> **INPUT FOR THIS TASK**

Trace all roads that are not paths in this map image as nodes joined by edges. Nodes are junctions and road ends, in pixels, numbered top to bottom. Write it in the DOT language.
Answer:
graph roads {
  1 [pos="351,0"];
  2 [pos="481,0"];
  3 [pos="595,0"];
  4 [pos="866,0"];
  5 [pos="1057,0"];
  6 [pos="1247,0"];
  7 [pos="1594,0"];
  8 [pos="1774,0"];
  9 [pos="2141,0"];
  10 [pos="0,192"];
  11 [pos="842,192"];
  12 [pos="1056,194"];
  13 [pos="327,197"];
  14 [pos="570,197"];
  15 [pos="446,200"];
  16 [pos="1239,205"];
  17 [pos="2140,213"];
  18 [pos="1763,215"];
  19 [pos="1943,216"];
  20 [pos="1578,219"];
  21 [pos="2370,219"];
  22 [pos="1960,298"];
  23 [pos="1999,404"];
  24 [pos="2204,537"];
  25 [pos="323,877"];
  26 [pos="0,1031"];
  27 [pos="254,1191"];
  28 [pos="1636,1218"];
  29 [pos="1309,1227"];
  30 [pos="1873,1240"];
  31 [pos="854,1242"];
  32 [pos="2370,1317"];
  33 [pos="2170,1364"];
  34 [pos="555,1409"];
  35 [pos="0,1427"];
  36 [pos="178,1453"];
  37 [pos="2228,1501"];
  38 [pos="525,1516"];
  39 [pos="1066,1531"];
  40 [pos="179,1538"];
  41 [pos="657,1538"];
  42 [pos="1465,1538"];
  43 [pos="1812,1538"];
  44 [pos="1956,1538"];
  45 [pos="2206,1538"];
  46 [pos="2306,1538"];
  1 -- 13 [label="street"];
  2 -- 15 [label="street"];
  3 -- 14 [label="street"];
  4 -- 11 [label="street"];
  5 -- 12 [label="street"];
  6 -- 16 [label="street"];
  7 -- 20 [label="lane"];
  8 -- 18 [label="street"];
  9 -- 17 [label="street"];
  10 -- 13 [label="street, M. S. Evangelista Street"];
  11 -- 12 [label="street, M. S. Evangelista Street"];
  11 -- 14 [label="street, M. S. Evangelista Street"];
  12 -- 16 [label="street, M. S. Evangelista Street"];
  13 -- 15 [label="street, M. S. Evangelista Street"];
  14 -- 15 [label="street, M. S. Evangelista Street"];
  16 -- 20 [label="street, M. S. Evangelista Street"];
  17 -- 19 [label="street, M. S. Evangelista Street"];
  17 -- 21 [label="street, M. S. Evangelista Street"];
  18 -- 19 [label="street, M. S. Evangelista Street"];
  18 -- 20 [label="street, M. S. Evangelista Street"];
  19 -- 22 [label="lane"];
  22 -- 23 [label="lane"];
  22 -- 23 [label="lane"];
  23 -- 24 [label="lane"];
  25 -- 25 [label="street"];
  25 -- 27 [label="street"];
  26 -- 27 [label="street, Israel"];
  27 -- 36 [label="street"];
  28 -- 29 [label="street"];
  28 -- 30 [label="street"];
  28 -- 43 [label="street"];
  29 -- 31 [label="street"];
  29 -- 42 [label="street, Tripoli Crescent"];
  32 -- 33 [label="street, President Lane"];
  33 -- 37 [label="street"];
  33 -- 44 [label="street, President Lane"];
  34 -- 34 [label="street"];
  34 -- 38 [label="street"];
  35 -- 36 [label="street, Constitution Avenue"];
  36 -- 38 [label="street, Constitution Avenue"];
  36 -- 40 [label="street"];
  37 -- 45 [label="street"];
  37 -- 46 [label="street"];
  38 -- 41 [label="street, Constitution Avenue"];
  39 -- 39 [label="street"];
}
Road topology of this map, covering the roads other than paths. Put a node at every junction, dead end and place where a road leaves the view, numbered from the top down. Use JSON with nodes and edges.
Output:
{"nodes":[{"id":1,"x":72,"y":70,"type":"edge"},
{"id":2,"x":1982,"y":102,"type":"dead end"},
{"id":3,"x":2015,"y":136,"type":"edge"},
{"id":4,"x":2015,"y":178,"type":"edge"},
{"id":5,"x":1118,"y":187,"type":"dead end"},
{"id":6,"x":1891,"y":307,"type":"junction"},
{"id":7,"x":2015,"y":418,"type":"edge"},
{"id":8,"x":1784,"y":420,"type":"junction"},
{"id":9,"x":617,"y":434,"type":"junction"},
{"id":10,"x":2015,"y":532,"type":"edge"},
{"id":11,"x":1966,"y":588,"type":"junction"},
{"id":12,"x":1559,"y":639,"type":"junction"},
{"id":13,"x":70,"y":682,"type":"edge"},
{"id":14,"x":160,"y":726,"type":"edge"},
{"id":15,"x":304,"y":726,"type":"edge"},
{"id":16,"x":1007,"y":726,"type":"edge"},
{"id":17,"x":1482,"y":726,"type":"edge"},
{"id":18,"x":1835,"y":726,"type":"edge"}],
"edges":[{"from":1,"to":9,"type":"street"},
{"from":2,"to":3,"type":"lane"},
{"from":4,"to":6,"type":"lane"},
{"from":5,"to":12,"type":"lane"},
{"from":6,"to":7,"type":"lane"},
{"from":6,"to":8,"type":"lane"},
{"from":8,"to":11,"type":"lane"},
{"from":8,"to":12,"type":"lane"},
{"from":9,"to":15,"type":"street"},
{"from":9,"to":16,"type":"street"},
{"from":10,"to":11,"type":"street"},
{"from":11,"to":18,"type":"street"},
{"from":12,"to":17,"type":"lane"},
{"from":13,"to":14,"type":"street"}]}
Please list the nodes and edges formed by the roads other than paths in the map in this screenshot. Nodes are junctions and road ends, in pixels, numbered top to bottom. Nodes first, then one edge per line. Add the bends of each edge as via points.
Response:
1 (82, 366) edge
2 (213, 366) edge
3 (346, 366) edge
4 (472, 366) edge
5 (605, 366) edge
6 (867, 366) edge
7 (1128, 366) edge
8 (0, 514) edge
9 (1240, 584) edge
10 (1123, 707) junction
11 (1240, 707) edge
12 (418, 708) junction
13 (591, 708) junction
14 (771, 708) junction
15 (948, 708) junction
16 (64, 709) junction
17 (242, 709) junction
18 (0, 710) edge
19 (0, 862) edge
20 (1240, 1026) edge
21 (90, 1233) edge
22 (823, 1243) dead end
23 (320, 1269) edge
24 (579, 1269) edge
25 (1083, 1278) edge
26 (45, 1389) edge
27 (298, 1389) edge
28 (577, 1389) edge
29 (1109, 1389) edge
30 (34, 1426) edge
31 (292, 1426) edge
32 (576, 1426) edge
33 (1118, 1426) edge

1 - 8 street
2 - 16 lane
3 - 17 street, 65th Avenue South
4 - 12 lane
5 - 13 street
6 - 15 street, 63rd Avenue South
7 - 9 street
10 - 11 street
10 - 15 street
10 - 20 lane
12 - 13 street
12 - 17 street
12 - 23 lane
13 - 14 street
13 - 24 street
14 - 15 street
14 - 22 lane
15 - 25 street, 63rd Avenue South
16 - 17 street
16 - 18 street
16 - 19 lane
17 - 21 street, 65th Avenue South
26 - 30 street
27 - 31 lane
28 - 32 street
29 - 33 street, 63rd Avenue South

> **TASK TO CARRY OUT**
Say how many lines in the listing above include "Constitution". Give nothing but the number.

> **RESULT FOR THIS EXERCISE**
3